If you’ve spent thirty years funneling money into a 401(k) and feeling good about the tax deduction, here’s the part nobody put on the enrollment brochure: the IRS has been waiting patiently the whole time. The bill comes due the year you hit RMD age, and it doesn’t arrive alone. It drags Social Security taxation, capital gains rates, and Medicare premiums in with it.
The host of the Retire SMART Podcast laid it out cleanly on Episode 407: “that forced tax distribution in the future, taxable income to you, could push you into higher tax limits, could make your Social Security pay more tax.” I’ve been writing about retirement income mechanics for years now, and this is the single most under-discussed risk I see in pre-retiree portfolios.
What an RMD Actually Does to You
A required minimum distribution (RMD) is the amount the IRS forces you to pull out of a traditional 401(k) or IRA every year once you reach RMD age. You don’t get to choose whether to take it. You don’t get to choose how much. And every dollar lands on your tax return as ordinary income.
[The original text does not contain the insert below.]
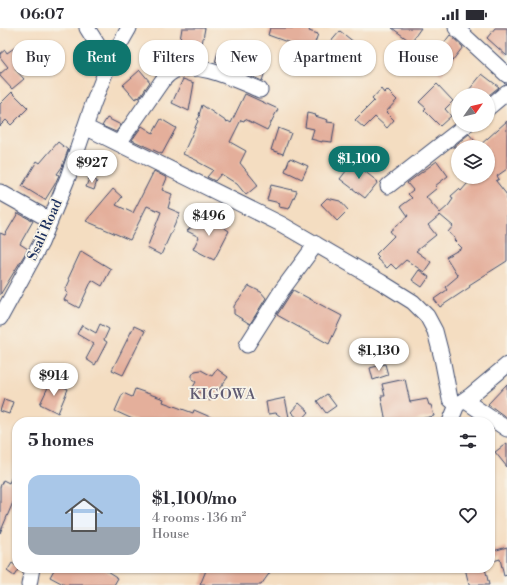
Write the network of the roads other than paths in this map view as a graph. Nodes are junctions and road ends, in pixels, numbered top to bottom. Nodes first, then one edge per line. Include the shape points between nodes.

Picture a retiree living comfortably on Social Security and a modest brokerage account. Their taxable income is low. Their Social Security is mostly tax-free. Their long-term capital gains might even sit in the 0% bracket. Then RMDs kick in and stack a six-figure forced withdrawal on top of everything else.
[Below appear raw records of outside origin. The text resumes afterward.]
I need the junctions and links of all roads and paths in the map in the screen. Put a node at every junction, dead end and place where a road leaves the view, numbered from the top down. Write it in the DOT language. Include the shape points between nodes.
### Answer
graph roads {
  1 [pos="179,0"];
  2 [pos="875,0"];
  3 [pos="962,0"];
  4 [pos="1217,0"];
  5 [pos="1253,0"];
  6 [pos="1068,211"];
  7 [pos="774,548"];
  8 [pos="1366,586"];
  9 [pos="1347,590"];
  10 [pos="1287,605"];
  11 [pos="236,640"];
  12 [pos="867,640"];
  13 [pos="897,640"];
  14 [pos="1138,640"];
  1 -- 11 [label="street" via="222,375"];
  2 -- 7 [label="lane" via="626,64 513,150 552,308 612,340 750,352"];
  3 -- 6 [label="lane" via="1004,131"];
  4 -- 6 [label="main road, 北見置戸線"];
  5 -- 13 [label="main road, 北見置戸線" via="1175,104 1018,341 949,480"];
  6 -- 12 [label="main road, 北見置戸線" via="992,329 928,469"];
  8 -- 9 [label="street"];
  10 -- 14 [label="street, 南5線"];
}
Four things happen at once:
- Higher marginal bracket. The RMD pushes ordinary income up, sometimes two brackets in a single year.
- More Social Security gets taxed. Once provisional income crosses certain thresholds, up to 85% of your benefit becomes taxable. The RMD is what shoves you across.
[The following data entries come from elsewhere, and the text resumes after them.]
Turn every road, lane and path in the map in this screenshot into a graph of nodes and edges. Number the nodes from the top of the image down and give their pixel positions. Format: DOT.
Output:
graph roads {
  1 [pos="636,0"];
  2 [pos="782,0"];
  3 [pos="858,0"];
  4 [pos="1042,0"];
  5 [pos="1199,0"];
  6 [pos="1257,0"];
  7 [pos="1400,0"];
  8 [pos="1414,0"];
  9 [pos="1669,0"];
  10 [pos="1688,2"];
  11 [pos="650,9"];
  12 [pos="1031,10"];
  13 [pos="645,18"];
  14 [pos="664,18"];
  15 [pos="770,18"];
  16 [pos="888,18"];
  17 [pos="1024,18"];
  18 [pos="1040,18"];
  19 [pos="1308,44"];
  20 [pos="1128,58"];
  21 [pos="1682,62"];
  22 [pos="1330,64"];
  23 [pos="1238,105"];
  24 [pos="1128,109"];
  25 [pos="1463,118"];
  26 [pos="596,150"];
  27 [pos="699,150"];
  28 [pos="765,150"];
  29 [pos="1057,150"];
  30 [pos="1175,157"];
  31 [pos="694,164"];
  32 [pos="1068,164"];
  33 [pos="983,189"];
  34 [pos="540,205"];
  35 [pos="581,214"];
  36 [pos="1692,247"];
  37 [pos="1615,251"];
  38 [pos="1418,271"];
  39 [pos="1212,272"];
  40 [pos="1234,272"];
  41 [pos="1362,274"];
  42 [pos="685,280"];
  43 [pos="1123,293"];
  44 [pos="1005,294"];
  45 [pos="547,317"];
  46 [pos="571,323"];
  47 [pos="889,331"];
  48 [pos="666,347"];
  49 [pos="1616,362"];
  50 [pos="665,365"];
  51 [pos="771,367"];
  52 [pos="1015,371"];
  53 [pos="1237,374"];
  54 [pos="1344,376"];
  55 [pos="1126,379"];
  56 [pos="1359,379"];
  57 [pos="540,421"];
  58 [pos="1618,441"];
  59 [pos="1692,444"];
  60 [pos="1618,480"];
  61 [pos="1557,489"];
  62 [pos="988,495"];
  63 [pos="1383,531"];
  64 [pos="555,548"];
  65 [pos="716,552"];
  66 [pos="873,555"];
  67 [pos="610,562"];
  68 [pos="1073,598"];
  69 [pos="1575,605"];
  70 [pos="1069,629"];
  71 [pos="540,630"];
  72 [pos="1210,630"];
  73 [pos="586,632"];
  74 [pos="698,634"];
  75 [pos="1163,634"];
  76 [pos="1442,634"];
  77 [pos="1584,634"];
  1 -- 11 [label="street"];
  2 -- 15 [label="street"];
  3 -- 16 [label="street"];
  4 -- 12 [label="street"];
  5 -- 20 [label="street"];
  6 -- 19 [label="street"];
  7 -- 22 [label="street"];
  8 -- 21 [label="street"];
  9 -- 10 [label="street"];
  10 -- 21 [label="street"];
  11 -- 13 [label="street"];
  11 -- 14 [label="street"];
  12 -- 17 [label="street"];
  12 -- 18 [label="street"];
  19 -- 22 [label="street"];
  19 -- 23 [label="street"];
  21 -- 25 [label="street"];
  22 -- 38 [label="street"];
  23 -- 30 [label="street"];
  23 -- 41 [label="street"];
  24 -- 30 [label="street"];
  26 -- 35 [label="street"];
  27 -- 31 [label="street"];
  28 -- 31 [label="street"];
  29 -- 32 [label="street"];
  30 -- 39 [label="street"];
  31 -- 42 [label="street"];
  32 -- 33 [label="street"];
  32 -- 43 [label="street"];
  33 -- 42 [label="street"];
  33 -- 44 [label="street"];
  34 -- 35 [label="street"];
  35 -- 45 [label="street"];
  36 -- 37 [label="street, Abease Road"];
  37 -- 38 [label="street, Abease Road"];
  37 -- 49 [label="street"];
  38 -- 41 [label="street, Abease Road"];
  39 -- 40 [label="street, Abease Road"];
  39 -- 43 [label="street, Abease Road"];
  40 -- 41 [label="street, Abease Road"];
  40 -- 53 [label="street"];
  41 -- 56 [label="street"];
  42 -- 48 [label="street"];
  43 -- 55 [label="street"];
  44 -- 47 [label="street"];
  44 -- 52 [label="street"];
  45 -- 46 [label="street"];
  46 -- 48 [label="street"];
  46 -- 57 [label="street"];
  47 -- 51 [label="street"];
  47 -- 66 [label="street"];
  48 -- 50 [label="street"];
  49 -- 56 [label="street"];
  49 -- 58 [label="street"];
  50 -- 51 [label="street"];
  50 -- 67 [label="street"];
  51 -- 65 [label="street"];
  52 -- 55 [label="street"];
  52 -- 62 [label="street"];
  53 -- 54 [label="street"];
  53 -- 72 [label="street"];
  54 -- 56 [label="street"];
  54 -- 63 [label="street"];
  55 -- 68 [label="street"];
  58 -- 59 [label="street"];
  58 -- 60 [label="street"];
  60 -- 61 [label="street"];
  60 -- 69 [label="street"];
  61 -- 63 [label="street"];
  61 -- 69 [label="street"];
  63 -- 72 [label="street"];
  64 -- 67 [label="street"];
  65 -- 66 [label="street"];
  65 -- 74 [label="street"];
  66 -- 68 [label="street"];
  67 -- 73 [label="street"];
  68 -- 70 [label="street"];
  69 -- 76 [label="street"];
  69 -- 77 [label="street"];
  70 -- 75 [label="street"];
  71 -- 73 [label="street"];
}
- Capital gains rates jump. Long-term gains that would have been taxed at 0% or 15% can suddenly hit 15% or 20% because your taxable income is now stacked higher.
- IRMAA shows up. The Income-Related Monthly Adjustment Amount is a Medicare surcharge on Part B and Part D premiums for higher-income retirees. Cross a threshold by a single dollar and both you and your spouse pay more, often for two full years before it resets.
The Roth Conversion Case
The verdict: for most retirees with meaningful traditional balances, doing nothing is the expensive choice. The host went further, saying “over 90% of the time when we run the analysis” a Roth conversion makes sense. Paying tax now at a known rate, in a window where your income is lower, beats paying an unknown future rate on a much larger forced withdrawal that also drags Social Security and Medicare costs along with it.
Conversions have limits. If you’re already in a top bracket, if you’ll need the converted dollars within five years, or if you have no taxable account to pay the conversion tax from, the equation changes. But the default assumption that you’ll be in a lower bracket in retirement is exactly what creates the bomb.
Why the 401(k) Itself Is the Wrong Container
Here’s the structural snag. Only about 5% of 401(k) plans allow Roth conversions inside the plan. For everyone else, the move is a tax-free rollover from the 401(k) into a traditional IRA, then a conversion from the IRA into a Roth IRA. Two steps, both clean if executed correctly.
If you’re already retired and still have money parked in your old employer’s 401(k), it’s worth asking why. A 401(k) typically offers “less than 15 investment choices”, per the Retire SMART host. An IRA opens the full universe: individual Treasuries, broad index ETFs, dividend funds, the works. Run the fee comparison too. Compare the plan’s administrative costs against what you’d pay in an IRA. Sometimes the 401(k) wins on cost. Often it doesn’t.
What to Actually Do
Get a projection that models RMDs, Social Security taxation, capital gains stacking, and IRMAA in the same spreadsheet. Any of those four in isolation can mislead you. Together they tell the truth about your tax future.
The host’s closing line on this one: “don’t go at it alone.” Worth adding: this kind of analysis should be complimentary from any reputable advisor. If someone wants to charge you upfront just to look at your situation, treat that as a flag and walk.
The 401(k) was a great accumulation tool. It’s a clumsy distribution tool. The window between retirement and RMD age is where the real planning happens, and most retirees only realize that after the bomb has already gone off.